***** DATA RECORDS
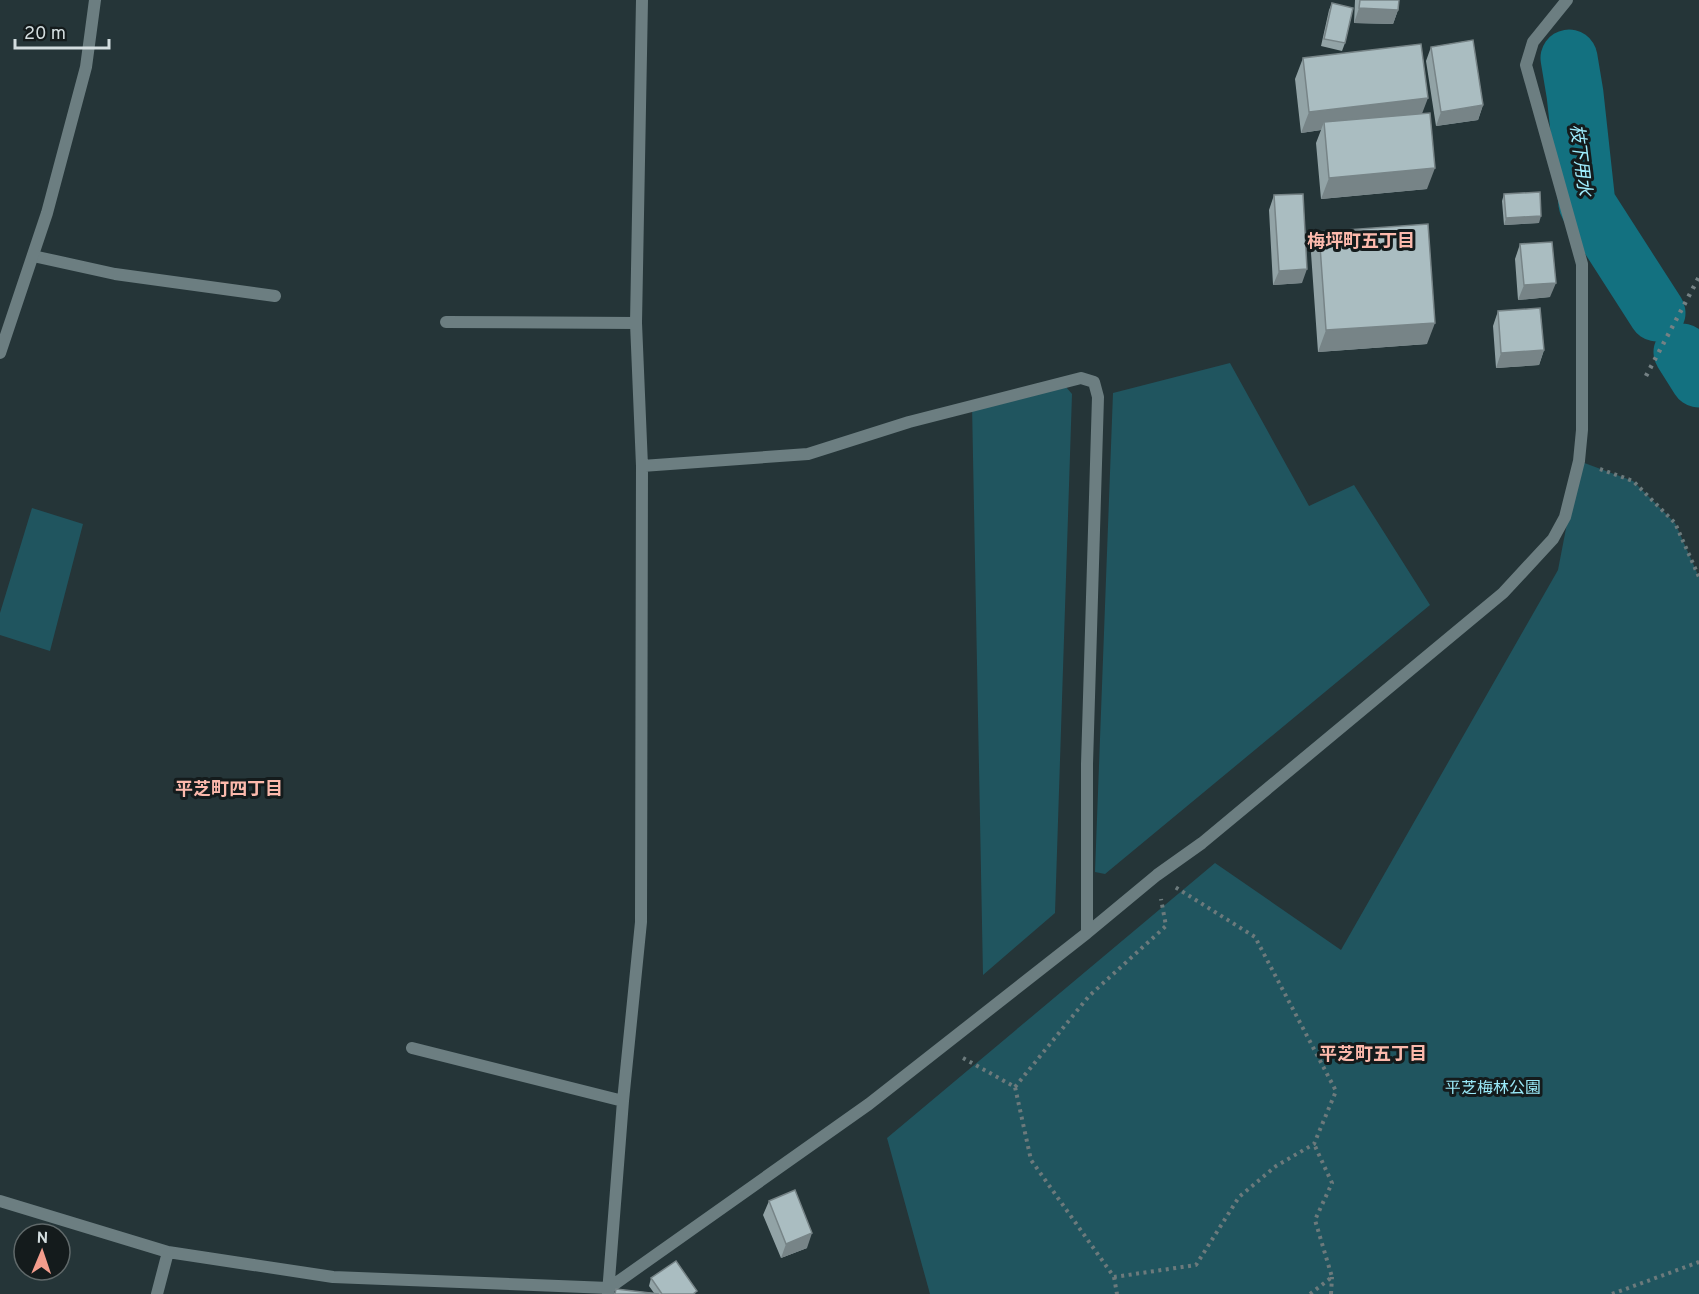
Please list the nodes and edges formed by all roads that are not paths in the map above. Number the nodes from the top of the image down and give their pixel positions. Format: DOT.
graph roads {
  1 [pos="95,0"];
  2 [pos="642,0"];
  3 [pos="1567,0"];
  4 [pos="33,256"];
  5 [pos="275,296"];
  6 [pos="446,322"];
  7 [pos="636,322"];
  8 [pos="0,353"];
  9 [pos="642,466"];
  10 [pos="1087,933"];
  11 [pos="412,1048"];
  12 [pos="623,1101"];
  13 [pos="0,1201"];
  14 [pos="168,1252"];
  15 [pos="608,1291"];
  16 [pos="158,1294"];
  1 -- 4 [label="street"];
  2 -- 7 [label="street"];
  3 -- 10 [label="street"];
  4 -- 5 [label="street"];
  4 -- 8 [label="street"];
  6 -- 7 [label="street"];
  7 -- 9 [label="street"];
  9 -- 10 [label="street"];
  9 -- 12 [label="street"];
  10 -- 15 [label="street"];
  11 -- 12 [label="street"];
  12 -- 15 [label="street"];
  13 -- 14 [label="street"];
  14 -- 15 [label="street"];
  14 -- 16 [label="street"];
}
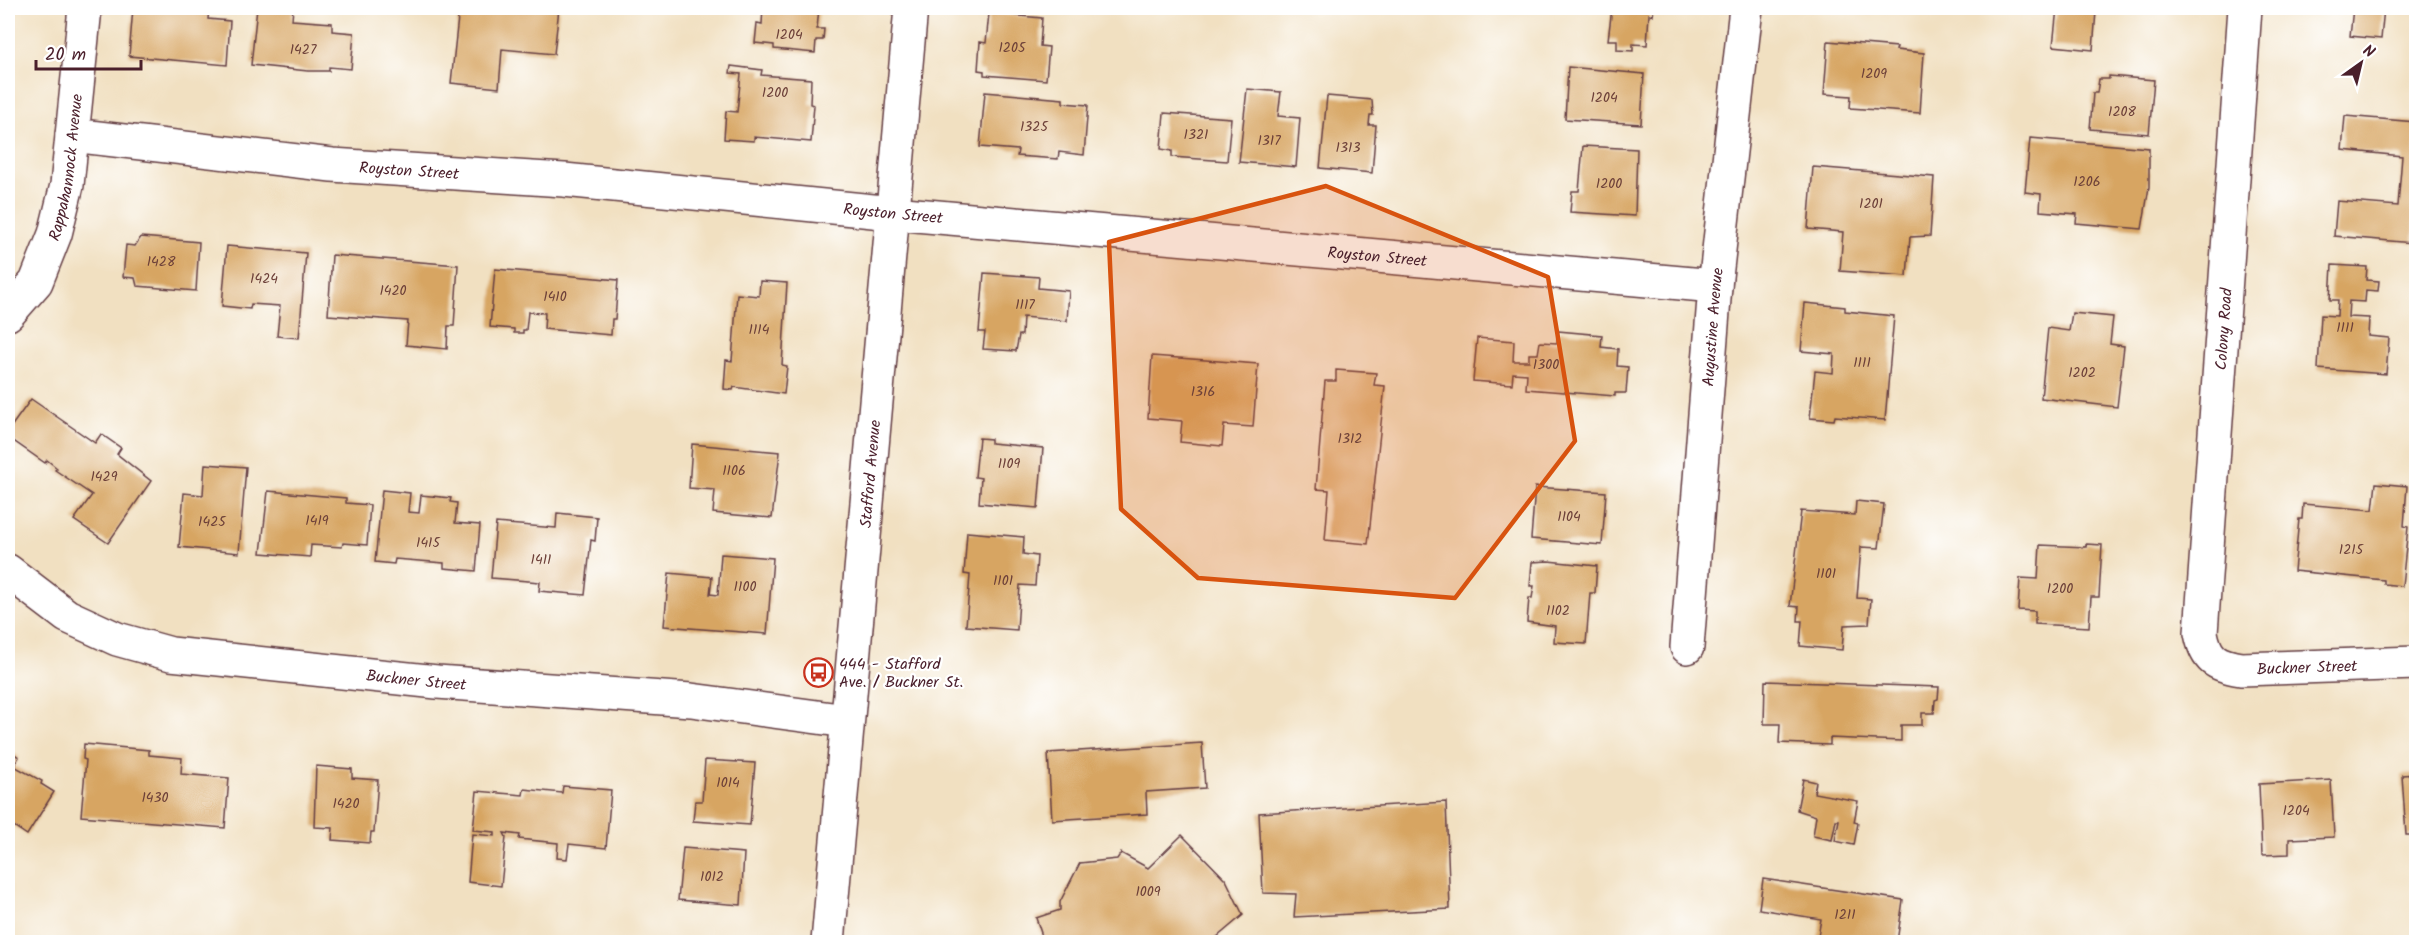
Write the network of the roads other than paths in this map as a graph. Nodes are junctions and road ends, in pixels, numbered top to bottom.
1 (85, 8) edge
2 (911, 8) edge
3 (1746, 8) edge
4 (2245, 8) edge
5 (72, 135) junction
6 (892, 213) junction
7 (1715, 286) junction
8 (8, 314) edge
9 (8, 571) edge
10 (1687, 647) dead end
11 (2205, 650) joint
12 (2416, 663) edge
13 (847, 721) junction
14 (828, 942) edge

1 - 5 street, Rappahannock Avenue
2 - 6 street, Stafford Avenue
3 - 7 street, Augustine Avenue
4 - 11 street, Colony Road
5 - 6 street, Royston Street
5 - 8 street, Rappahannock Avenue
6 - 7 street, Royston Street
6 - 13 street, Stafford Avenue
7 - 10 street, Augustine Avenue
9 - 13 street, Buckner Street
11 - 12 street, Buckner Street
13 - 14 street, Stafford Avenue

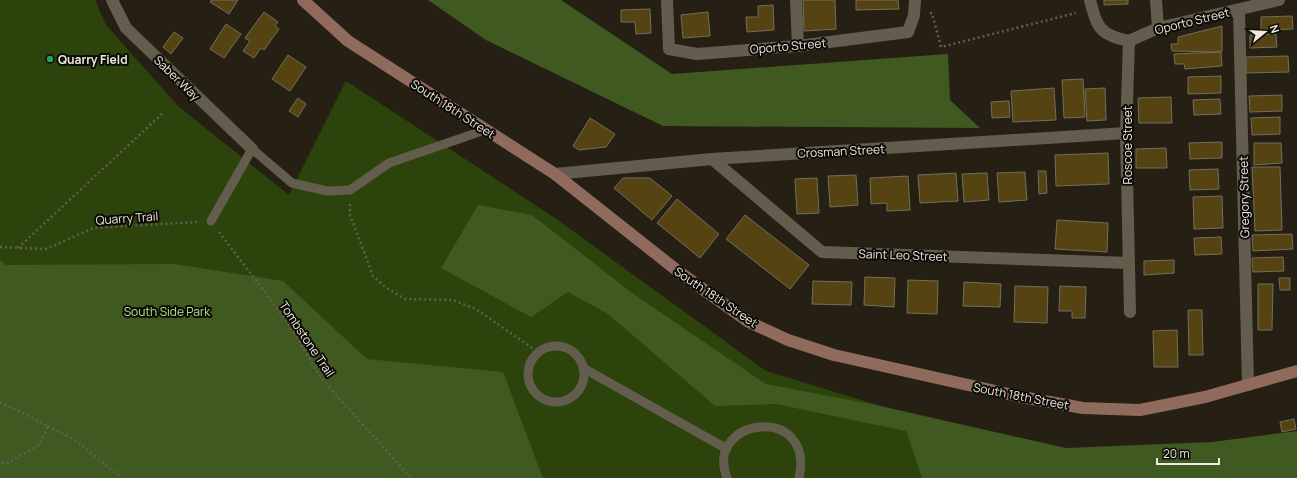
**********
TASK ITEM:
Please print all the data above word for word. Pictures should not appear in the copy.

ANSWER SECTION:
Please list the nodes and edges formed by all roads that are not paths in the map above. Number the nodes from the top of the image down and give their pixel positions. Format: DOT.
graph roads {
  1 [pos="95,0"];
  2 [pos="642,0"];
  3 [pos="1567,0"];
  4 [pos="33,256"];
  5 [pos="275,296"];
  6 [pos="446,322"];
  7 [pos="636,322"];
  8 [pos="0,353"];
  9 [pos="642,466"];
  10 [pos="1087,933"];
  11 [pos="412,1048"];
  12 [pos="623,1101"];
  13 [pos="0,1201"];
  14 [pos="168,1252"];
  15 [pos="608,1291"];
  16 [pos="158,1294"];
  1 -- 4 [label="street"];
  2 -- 7 [label="street"];
  3 -- 10 [label="street"];
  4 -- 5 [label="street"];
  4 -- 8 [label="street"];
  6 -- 7 [label="street"];
  7 -- 9 [label="street"];
  9 -- 10 [label="street"];
  9 -- 12 [label="street"];
  10 -- 15 [label="street"];
  11 -- 12 [label="street"];
  12 -- 15 [label="street"];
  13 -- 14 [label="street"];
  14 -- 15 [label="street"];
  14 -- 16 [label="street"];
}
Write the network of the roads other than paths in this map as a graph. Nodes are junctions and road ends, in pixels, numbered top to bottom.
1 (85, 8) edge
2 (911, 8) edge
3 (1746, 8) edge
4 (2245, 8) edge
5 (72, 135) junction
6 (892, 213) junction
7 (1715, 286) junction
8 (8, 314) edge
9 (8, 571) edge
10 (1687, 647) dead end
11 (2205, 650) joint
12 (2416, 663) edge
13 (847, 721) junction
14 (828, 942) edge

1 - 5 street, Rappahannock Avenue
2 - 6 street, Stafford Avenue
3 - 7 street, Augustine Avenue
4 - 11 street, Colony Road
5 - 6 street, Royston Street
5 - 8 street, Rappahannock Avenue
6 - 7 street, Royston Street
6 - 13 street, Stafford Avenue
7 - 10 street, Augustine Avenue
9 - 13 street, Buckner Street
11 - 12 street, Buckner Street
13 - 14 street, Stafford Avenue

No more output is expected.